R-Space, das vor kurzem seinen neuen Firmensitz am Flughafen Wien bezog, bietet einen durchgängigen Service für sogenannte In-Orbit-Demonstrationen an, um die Wartezeit auf Tests im All zu verkürzen, ein Konzept, das bereits beim Firmenstart im Fokus stand. Beim aktuellen Erstflug werden Experimente von drei Kund:innen befördert.

Konkret testen die beiden österreichischen Unternehmen Enpulsion (flüssiges Indium-Metall für Antriebe) und SunBooster (mikrometeoritenresistente Solarmodule) ihre Technologien im Orbit. Ebenfalls mit an Bord ist ein kompakter Sternsensor zur Trümmererkennung des portugiesischen Partners Synopsis Planet. Durch dieses „Ride-Share“-Modell liege der Preis laut dem CEO „deutlich unter den anderen kommerziell angebotenen Services.“ Konkrete Zahlen nennt das Startup nicht.

Auslastung und Markthürden

Schwarze Zahlen schreibt das rund zehnköpfige Team derzeit noch nicht. Laut Scharlemann sei es dafür noch zu früh, da in den kommenden Jahren weiter in die Servicekette investiert werden müsse.

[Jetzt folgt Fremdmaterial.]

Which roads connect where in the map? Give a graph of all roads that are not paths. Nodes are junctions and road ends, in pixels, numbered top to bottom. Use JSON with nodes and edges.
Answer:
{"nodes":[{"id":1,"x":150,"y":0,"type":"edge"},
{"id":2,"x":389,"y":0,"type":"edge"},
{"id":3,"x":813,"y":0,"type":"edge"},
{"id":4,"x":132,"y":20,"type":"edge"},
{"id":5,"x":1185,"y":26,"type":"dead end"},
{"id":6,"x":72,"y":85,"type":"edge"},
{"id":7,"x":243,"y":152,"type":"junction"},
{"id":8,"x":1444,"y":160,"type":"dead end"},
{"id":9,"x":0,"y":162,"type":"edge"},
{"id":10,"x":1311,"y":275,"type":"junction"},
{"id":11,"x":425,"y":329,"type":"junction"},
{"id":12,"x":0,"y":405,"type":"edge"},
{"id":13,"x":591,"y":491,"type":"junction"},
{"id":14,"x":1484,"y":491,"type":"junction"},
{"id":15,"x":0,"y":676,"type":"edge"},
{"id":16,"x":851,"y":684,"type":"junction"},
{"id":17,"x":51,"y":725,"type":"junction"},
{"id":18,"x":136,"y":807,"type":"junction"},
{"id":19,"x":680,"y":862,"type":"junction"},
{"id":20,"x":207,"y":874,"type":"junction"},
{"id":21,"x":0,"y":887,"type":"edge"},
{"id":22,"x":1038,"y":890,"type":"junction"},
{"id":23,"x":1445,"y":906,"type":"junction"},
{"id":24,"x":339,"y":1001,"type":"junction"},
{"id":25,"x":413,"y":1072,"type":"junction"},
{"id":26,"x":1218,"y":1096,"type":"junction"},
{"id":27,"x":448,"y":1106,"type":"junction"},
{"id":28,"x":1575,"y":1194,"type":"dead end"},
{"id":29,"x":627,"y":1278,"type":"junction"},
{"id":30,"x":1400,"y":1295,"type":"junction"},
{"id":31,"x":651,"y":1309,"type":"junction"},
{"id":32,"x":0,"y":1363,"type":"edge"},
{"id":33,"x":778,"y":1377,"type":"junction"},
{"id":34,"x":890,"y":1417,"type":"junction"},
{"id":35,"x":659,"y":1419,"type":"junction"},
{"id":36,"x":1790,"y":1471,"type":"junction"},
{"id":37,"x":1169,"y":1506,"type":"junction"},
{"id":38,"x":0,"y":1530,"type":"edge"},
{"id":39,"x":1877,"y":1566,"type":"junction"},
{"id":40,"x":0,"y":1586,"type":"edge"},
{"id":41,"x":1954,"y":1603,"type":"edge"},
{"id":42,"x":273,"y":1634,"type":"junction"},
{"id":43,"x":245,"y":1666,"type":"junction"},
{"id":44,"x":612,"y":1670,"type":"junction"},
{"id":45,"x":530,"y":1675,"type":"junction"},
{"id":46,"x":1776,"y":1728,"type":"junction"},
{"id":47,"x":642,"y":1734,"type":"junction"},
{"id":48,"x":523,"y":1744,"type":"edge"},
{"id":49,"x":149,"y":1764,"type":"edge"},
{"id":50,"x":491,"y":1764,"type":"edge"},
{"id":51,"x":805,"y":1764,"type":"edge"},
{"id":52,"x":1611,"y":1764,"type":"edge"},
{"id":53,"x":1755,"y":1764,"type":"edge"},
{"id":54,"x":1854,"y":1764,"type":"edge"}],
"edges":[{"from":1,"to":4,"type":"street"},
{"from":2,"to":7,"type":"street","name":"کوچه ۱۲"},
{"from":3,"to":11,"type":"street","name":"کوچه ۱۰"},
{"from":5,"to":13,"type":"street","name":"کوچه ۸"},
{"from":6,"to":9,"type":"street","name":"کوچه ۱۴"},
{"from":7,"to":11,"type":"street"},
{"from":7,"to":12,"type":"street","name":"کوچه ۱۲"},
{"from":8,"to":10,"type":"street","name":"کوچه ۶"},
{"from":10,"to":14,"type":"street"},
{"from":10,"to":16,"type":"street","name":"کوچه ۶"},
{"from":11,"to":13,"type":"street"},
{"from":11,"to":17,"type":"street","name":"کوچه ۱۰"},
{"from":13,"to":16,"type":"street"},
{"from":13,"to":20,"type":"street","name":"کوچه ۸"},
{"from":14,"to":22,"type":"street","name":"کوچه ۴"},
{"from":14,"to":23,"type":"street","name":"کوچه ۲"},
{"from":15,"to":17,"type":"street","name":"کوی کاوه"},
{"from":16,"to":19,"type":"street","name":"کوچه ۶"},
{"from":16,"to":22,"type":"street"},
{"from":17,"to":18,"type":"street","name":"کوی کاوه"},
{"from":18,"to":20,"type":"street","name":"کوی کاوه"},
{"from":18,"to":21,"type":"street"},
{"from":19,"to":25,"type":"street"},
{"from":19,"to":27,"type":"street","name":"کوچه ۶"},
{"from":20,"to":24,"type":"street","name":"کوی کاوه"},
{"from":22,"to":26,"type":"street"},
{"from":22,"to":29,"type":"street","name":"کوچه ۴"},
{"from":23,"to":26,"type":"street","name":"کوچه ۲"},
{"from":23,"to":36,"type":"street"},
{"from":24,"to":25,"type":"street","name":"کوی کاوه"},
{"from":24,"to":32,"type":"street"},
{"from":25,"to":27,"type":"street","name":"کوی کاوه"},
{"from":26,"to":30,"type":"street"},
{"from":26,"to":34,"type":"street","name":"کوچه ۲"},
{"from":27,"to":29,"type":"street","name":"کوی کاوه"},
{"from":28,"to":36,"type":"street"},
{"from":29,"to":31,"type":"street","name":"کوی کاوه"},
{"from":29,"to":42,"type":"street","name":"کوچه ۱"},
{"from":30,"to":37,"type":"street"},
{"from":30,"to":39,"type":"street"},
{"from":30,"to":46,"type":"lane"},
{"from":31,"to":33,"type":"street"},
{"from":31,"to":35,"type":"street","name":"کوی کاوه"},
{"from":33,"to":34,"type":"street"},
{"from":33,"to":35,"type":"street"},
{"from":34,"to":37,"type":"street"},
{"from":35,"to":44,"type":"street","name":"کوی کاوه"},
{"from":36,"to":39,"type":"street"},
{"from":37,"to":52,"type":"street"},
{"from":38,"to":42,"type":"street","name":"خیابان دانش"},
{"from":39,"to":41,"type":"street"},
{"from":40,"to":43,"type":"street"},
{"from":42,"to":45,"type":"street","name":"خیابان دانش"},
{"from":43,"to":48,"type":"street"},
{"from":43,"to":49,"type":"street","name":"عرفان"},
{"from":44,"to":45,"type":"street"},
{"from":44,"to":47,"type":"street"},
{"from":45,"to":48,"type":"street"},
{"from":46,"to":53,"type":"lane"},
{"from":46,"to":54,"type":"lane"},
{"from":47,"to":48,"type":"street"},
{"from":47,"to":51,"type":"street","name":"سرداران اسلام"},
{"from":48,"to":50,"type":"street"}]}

Die Nachfrage für Folgemissionen ist dennoch vorhanden: Für das Jahr 2027 plant R-Space bereits zwei weitere Satellitenstarts, deren Kapazitäten bereits zu zwei Dritteln ausgebucht sind. Mehr Starts wären theoretisch denkbar, scheitern aktuell jedoch an den unflexiblen Rahmenbedingungen der Raumfahrtindustrie. „Hierfür ist der Launcher-Markt zu langsam und unflexibel“, so Scharlemann. Raketenstarts müssten meist 12 bis 24 Monate im Voraus gebucht werden, kurzfristige Slots seien eine Seltenheit.